Указывающая протянула руку незнакомцу, что вот-вот должен был рухнуть в бездну. Но тот смотрел на пришедшую с сомнением.
— Ну же! У тебя не такой уж и большой выбор.
И тогда голубоглазый решился и крепко, до боли, вцепился в запястье Шерон, та потянула, выволакивая его из ловушки, и все вокруг затянул туман, хватка ослабла, и кто-то из них вскрикнул, когда солнце погасло.
Шерон почувствовала, что земли снова нет под ногами, она медленно падает вниз, сквозь толщу теплой мутно-коричневой воды, и уже видно дно. И бесконечные ряды темных веток.
Нет. Не веток. Костей, ставших черными от времени. Тел, больше похожих на дубовые колоды, волос на черепах, колыхаемых течением. Дно приблизилось, открывая ковер из мертвых, что устилали его. И она встретилась взглядом с тем, кто схватил ее…
И был вечер.
Она больше не в толще воды, а над равниной. Летней, пряно пахнущей после целого дня жаркого солнца. Все еще стрекотали кузнечики, бесчисленные полчища их песен звенели в ушах. Холмы вдалеке едва-едва лизнул кармином закат, и совсем скоро он коснется травы, седовласые волны которой неслись по приказу восточного ветра.

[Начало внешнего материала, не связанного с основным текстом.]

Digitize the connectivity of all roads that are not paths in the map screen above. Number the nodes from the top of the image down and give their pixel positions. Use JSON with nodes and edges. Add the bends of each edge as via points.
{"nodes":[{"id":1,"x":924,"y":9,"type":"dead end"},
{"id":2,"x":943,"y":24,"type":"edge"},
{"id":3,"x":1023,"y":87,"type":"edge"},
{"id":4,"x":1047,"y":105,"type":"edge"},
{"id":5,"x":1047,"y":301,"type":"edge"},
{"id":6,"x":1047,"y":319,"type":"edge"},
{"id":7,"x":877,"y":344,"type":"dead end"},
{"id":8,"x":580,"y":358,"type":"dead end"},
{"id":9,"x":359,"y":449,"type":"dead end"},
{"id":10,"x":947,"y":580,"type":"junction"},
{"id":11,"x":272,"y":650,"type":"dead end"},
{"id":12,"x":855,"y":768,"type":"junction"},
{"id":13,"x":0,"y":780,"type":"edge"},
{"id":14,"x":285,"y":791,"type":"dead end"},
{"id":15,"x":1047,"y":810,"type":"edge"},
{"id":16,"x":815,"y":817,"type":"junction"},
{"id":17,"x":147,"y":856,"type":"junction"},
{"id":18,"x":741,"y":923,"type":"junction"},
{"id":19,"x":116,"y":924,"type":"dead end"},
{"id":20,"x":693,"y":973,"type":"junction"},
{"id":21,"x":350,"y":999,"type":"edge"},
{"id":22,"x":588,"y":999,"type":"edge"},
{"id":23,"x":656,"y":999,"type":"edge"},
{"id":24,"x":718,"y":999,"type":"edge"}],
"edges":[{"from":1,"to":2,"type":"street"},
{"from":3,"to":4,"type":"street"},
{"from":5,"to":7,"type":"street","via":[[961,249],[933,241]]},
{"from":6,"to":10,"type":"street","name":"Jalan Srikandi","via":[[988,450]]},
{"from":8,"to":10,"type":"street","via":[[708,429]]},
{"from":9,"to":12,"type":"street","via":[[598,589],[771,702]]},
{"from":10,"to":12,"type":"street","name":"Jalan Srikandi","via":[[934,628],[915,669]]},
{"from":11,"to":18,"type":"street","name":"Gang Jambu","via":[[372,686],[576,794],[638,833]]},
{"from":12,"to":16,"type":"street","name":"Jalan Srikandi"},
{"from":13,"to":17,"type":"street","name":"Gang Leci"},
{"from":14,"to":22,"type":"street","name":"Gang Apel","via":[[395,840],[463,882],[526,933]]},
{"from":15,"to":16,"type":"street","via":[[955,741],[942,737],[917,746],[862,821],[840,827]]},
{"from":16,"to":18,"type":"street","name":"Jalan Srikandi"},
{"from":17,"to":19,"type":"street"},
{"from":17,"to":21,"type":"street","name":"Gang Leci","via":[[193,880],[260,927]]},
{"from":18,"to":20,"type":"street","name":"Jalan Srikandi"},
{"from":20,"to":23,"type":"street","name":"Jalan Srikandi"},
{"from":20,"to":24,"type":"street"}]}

На этот раз она отчего-то знала, где находится. Прекрасно представляла, как выглядит эта безграничная территория в поддень или при свете полной луны. Бесцветно. Призрачно. Легендарно.
Бледные равнины Даула, веками скрытые под телом моря, лежали перед ней как на ладони.
А еще она видела тысячи дымов на юге и тысячи костров напротив, на холмах. В десятках лиг друг от друга. Ее влекло на юг, и она, вместе с ветром, оказалась над воинами, что после станут костями, черными ветками в иле, не сгнившими телами, пролежавшими в болотах вечность.
Они были юны и прекрасны. В белых одеждах, сняв доспехи и отложив мечи, сидели возле шатров, слушали баллады бардов и с печалью смотрели на далекие холмы. На мерцающие огни, отражавшиеся в их глазах.